The group was announced July 24 here at the O’Reilly Open Source Convention.
Geir Magnusson, an ASF director, who was among the group that helped set the organization in motion, said the Open Web Foundation will be a success if it can take the concept of the Apache Software Foundation’s incubator and help to enable open-source communities to deal with legal issues and intellectual property concerns.
“However, we don’t want it to be another standards body,” Magnusson said.
At OSCON, David Recordon, an engineer at Six Apart, announced the formation of the Open Web Foundation, identifying it as “a non-profit where communities can come and work together.”
According to the Open Web Foundation Web site:
““The foundation is trying to break the trend of creating separate foundations for each specification, coming out of the realization that we could come together and generalize our efforts.
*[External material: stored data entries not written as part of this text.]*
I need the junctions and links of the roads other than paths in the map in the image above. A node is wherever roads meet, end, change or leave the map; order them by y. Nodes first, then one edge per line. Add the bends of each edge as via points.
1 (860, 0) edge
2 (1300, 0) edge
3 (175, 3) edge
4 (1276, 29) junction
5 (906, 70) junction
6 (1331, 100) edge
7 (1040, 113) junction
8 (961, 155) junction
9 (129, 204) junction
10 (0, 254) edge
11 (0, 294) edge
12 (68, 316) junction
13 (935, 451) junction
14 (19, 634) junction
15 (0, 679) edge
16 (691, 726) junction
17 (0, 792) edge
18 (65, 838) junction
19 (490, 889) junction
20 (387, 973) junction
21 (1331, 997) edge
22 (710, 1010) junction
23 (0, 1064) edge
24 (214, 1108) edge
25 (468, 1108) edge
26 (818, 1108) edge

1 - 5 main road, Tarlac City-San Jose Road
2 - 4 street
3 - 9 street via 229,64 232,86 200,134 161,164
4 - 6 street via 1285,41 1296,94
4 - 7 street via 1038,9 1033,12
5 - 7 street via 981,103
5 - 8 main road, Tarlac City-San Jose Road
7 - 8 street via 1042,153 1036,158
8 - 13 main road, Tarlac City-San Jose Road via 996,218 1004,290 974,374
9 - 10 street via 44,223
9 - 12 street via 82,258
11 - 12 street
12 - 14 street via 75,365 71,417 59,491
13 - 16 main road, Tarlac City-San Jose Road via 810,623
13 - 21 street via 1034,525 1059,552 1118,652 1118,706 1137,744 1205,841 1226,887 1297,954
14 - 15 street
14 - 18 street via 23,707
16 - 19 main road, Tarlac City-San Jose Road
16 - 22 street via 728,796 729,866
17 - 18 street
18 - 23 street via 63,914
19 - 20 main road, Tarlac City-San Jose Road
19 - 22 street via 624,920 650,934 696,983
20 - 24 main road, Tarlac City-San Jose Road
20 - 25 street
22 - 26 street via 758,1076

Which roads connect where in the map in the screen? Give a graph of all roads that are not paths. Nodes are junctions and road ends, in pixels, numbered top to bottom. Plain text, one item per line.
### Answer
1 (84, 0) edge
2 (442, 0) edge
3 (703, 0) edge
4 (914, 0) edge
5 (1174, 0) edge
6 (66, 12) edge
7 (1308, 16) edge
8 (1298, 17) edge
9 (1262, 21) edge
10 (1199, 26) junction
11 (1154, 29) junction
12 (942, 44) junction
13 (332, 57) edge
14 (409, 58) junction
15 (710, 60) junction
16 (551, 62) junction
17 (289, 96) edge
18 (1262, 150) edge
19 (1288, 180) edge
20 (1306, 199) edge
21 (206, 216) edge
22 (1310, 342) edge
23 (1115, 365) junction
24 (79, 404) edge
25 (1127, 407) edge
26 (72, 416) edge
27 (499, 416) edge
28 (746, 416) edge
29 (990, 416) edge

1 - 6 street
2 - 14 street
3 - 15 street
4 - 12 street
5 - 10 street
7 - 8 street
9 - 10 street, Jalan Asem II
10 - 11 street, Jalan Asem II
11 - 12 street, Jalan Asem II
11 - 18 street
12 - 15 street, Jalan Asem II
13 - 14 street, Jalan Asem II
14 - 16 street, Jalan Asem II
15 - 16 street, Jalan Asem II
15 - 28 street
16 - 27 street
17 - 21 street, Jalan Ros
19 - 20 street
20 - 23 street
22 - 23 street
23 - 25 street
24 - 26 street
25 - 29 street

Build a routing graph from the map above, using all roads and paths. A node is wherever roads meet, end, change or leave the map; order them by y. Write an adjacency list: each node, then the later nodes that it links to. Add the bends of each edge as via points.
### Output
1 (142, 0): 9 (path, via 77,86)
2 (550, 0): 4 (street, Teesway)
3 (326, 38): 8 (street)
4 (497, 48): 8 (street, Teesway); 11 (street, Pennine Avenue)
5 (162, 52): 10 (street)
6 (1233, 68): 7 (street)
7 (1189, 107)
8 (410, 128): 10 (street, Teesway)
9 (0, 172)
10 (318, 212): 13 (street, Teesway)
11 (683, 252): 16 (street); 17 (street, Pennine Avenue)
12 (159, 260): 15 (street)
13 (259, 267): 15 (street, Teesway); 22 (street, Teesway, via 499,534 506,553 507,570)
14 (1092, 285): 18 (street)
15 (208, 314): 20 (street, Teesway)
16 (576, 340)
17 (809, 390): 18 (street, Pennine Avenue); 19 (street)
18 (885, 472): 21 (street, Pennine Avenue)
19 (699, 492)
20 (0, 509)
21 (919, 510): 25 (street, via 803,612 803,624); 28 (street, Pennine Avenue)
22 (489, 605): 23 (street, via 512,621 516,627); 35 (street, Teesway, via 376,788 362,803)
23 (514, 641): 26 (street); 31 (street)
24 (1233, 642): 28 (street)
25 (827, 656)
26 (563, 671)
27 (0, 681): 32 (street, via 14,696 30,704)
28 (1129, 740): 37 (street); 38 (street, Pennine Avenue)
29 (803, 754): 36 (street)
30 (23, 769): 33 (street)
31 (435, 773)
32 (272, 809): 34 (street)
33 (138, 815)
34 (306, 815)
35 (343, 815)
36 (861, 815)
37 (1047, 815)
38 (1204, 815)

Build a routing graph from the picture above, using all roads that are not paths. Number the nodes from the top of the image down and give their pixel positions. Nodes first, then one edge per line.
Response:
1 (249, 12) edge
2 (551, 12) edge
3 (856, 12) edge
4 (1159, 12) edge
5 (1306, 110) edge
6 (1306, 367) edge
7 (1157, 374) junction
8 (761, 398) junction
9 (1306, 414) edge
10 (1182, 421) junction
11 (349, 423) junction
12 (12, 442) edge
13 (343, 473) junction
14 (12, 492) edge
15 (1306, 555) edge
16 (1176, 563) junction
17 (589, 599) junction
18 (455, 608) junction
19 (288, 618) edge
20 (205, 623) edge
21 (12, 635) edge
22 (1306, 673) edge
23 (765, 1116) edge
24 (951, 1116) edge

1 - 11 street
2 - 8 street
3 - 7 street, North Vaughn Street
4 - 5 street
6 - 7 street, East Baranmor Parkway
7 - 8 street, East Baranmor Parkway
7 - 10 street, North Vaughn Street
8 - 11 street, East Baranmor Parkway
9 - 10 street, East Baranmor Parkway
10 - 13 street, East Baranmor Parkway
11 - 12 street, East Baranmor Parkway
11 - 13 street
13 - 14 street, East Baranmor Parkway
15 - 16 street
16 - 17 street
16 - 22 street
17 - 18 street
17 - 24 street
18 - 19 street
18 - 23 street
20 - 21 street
The details regarding membership, governance, sponsorship and intellectual property rights will be posted for public review and feedback in the following weeks.”“
Recordon said the group doesn’t “want to create another organization; we’re trying to take the spirit of open source, of going and pulling together an ecosystem of the things that have come before us.”
He said the group would focus on four things: incubation, licensing, copyright and community.
In a blog post about the Open Web Foundation entitled “The Open Web Foundation: Apache for the other stuff,” Dion Almaer, co-founder of Ajaxian.com and an engineer at Google, said:
““Apache is great for code, but it doesn’t deal with the other stuff, which is fine. That isn’t its mandate. Apache does things very well, though, especially when it comes to governance and the incubator process. What if we had a foundation that had some of the same values around people participating (so anyone can, versus companies) and a varied community (not just a few blokes from the same company)? This is why I am hopeful for the Open Web Foundation. It is a new place to look at if you come up with something helpful for the Open Web, a place that may match your values.”“
Recordon said the “conversation is shifting from just open source to data” and with many environments moving into the cloud, data becomes even more important. “The open Web needs data…and open data needs open standards,” he said.
Tim O’Reilly, CEO of O’Reilly Media, which runs OSCON, said his concern is about data and how control over data can be its own form of lock-in and control.
Meanwhile, also in a blog post, Chris Saad, co-director of the DataPortability project, said:
“It seems like the foundation is well placed to provide a much-needed level of oversight and legal protection for fledgling open standards. These standards will ultimately contribute to the -data portability’ vision of an inter-operable, standards-based Web of data. In our investigations of the various standards, this has been a key concern for us and we feel encouraged people are stepping up to remove this potential roadblock. There is enormous value in getting more people involved in working towards a vision we all share, and for that reason I am genuinely excited by this development.”
Although the Open Web Foundation is made up of individuals, it has corporate sponsorship from companies such as the BBC, Facebook, Google, MySpace, O’Reilly Media, Plaxo, Six Apart, Sourceforge, Vidoop and Yahoo.
Danese Cooper, senior director of open-source strategies at Intel and a founding member of the Open Web Forum, said one of her roles was to call on large companies to inform them about the effort.
“The big companies freaked out,” Cooper said. “They didn’t want to see it just happen – they wanted to think about it awhile – but you have to just act.”